The research team developed a photonic cavity, a device that traps light needed to realize laser light. Notably, they developed a ‘photonic disclination cavity,’ where air holes replaced atoms in an artificial crystal structure. Inspired by the similarity between electronic and photonic calculations in condensed matter physics and optics, the team utilized disclinations that refer to disturbances in the atomic arrangement within a crystal.

Using the photonic crystal cavity fabricated, the research team observed laser light exhibiting swirling patterns with various orbital angular momenta rotating in both clockwise and counterclockwise directions. This swirling laser light, known as a vortex laser, was confirmed to be generated for the first time through the photonic disclination cavity, marking a breakthrough in creating ultra-compact light sources.

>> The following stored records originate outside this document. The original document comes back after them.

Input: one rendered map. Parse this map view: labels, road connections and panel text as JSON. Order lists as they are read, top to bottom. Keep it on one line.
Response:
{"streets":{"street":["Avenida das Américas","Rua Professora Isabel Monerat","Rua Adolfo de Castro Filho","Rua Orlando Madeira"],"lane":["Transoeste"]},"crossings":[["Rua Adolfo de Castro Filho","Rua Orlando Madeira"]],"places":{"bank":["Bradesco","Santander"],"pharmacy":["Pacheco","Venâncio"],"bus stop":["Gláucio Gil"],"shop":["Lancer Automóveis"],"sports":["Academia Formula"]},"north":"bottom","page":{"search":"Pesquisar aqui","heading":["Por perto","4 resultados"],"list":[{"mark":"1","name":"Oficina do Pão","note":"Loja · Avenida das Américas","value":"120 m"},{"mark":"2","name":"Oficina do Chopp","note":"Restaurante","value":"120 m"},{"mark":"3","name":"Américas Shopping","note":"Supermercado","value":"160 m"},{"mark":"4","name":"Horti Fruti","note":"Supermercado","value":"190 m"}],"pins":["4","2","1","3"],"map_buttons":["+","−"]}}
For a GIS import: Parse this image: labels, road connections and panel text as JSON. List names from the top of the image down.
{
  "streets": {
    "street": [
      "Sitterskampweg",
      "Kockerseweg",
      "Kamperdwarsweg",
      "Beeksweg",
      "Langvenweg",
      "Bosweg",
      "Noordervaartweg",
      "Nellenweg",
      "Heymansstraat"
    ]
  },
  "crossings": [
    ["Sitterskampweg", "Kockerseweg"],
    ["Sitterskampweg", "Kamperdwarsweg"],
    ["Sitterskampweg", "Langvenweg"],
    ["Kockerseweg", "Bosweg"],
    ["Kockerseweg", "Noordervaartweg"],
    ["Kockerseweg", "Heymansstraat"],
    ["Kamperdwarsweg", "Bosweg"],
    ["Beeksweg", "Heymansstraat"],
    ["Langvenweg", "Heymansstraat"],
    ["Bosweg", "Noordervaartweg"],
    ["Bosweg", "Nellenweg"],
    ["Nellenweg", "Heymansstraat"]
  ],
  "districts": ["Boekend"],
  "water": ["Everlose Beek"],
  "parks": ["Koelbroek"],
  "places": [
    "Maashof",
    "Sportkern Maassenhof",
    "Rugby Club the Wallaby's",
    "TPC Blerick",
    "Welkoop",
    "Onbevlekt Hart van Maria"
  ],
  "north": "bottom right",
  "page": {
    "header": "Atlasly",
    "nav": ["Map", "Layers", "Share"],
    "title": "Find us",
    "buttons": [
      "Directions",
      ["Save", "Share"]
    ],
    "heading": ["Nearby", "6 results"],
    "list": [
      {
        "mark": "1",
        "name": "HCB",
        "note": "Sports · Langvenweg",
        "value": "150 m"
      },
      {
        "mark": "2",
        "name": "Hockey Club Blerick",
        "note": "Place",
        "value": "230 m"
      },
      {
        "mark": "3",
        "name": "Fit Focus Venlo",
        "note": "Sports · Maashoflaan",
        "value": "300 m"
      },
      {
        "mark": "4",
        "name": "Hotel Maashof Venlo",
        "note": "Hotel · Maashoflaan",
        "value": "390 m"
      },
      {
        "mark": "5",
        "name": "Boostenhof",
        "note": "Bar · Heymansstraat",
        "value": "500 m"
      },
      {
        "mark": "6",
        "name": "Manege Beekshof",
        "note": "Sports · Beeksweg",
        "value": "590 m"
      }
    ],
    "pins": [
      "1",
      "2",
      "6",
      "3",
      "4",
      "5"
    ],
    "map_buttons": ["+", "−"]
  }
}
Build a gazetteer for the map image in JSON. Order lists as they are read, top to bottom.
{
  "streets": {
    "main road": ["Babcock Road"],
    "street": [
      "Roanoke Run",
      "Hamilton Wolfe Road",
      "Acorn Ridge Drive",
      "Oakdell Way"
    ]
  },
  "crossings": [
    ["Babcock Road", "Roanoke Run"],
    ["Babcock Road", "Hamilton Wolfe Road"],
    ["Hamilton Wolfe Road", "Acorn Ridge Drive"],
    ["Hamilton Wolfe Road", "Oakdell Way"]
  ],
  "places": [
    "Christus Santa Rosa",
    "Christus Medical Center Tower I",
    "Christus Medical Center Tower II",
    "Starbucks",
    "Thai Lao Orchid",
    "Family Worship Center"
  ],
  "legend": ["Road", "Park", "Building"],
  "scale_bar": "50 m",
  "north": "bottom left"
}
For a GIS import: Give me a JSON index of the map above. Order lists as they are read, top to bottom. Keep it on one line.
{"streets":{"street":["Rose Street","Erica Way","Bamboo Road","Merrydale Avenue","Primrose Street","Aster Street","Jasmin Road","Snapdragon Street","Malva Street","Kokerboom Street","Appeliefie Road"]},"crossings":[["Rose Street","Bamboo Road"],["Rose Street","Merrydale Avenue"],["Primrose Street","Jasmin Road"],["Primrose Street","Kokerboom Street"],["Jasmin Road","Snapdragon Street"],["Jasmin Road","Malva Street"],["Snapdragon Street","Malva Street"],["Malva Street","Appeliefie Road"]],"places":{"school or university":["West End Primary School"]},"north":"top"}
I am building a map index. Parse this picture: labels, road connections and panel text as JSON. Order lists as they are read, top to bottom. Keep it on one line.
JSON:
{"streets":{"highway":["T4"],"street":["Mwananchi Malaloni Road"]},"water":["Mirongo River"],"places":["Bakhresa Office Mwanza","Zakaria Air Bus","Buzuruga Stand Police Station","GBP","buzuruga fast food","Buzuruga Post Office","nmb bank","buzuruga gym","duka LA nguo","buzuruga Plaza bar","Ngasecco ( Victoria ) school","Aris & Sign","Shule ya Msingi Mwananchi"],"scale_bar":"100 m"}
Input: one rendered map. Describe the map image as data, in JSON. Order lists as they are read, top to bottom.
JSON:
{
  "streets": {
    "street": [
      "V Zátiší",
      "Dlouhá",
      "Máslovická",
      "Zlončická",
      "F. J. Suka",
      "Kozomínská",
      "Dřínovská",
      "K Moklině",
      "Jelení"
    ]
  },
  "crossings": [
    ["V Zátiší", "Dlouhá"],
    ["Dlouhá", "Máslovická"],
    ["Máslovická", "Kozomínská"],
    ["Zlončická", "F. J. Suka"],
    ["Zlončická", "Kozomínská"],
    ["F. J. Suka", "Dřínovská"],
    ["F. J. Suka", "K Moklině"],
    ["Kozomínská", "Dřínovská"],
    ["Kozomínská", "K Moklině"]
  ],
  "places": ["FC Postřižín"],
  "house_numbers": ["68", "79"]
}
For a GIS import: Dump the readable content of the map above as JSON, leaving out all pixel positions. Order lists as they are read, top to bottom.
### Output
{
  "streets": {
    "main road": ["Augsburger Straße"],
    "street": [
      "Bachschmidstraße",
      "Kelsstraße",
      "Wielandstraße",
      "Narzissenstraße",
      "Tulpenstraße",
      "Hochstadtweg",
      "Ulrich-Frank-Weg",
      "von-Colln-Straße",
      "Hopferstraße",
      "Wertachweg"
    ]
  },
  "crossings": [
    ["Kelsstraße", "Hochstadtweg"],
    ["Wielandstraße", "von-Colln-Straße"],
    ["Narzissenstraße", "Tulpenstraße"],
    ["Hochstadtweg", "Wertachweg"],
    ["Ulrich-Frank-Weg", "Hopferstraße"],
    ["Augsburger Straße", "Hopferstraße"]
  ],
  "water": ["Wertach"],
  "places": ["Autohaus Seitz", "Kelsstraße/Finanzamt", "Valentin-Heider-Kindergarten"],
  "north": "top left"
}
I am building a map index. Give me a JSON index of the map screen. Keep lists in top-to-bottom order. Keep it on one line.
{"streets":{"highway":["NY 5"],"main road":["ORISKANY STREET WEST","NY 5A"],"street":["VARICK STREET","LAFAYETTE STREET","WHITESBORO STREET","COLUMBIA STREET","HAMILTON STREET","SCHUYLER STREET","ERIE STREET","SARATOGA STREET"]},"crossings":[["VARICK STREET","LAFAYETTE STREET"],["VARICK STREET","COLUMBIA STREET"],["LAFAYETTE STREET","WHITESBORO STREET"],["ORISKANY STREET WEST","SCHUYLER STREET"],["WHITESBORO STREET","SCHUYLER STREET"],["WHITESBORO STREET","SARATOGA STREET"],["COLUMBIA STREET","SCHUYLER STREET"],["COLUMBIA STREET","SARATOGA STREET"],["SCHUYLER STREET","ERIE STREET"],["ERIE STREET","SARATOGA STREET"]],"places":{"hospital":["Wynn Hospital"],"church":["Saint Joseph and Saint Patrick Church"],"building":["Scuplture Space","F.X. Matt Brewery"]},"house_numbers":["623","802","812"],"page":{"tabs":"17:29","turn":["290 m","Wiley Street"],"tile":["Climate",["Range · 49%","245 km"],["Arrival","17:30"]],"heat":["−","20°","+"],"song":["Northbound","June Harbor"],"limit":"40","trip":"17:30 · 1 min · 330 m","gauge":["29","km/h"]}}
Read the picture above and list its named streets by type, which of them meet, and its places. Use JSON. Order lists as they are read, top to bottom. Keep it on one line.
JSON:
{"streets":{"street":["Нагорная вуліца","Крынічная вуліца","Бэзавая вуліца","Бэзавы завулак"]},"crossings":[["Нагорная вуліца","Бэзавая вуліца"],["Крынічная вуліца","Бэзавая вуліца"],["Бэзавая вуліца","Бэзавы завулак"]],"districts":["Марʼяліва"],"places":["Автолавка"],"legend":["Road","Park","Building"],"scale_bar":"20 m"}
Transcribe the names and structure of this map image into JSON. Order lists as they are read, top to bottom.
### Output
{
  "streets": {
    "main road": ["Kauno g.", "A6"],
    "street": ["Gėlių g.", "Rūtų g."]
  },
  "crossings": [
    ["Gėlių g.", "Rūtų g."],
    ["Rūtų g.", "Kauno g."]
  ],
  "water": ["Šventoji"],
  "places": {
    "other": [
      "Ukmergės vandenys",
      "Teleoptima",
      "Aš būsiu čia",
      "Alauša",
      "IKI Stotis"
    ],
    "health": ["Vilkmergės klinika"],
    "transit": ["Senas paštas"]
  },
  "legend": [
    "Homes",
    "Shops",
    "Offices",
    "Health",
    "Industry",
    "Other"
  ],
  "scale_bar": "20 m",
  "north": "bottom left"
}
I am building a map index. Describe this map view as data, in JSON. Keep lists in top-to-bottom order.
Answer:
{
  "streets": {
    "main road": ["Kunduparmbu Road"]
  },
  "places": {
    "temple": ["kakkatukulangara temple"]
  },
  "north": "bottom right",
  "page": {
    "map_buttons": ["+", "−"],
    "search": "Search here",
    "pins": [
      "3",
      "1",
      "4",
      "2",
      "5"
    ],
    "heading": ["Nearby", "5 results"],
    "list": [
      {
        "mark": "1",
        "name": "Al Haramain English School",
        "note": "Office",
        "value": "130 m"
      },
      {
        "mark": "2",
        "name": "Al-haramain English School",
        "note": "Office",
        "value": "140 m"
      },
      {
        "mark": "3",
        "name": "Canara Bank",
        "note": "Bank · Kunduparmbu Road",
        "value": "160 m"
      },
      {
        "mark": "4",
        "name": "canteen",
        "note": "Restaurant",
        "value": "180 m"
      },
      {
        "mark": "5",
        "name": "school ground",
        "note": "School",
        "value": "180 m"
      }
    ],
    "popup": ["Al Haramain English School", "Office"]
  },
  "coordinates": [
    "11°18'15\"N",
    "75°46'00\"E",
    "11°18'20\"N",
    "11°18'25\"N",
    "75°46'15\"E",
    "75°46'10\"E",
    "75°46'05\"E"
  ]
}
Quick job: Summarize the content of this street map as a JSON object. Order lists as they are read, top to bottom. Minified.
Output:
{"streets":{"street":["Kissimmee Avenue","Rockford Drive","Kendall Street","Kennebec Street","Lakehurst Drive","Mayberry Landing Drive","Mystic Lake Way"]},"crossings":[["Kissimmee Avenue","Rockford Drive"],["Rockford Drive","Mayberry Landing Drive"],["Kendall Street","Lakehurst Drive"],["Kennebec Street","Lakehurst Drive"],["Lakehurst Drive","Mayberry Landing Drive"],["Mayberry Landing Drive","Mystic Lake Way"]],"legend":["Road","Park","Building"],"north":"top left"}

This photonic cavity is 3.75 times smaller than those previously reported in academia, while the efficiency of the laser has increased by 24 times. Even with its reduced size, structural defects did not lead to any loss or distortion of light.
Professor Park emphasized the significance of developing a new laser structure called the disclination cavity and introducing the first-ever miniature vortex nano-laser. He stated, “The introduction of this new nano-laser is significant as it allows for precise control over polarization characteristics, which is expected to greatly contribute to the research of novel integrated photon and quantum circuits.”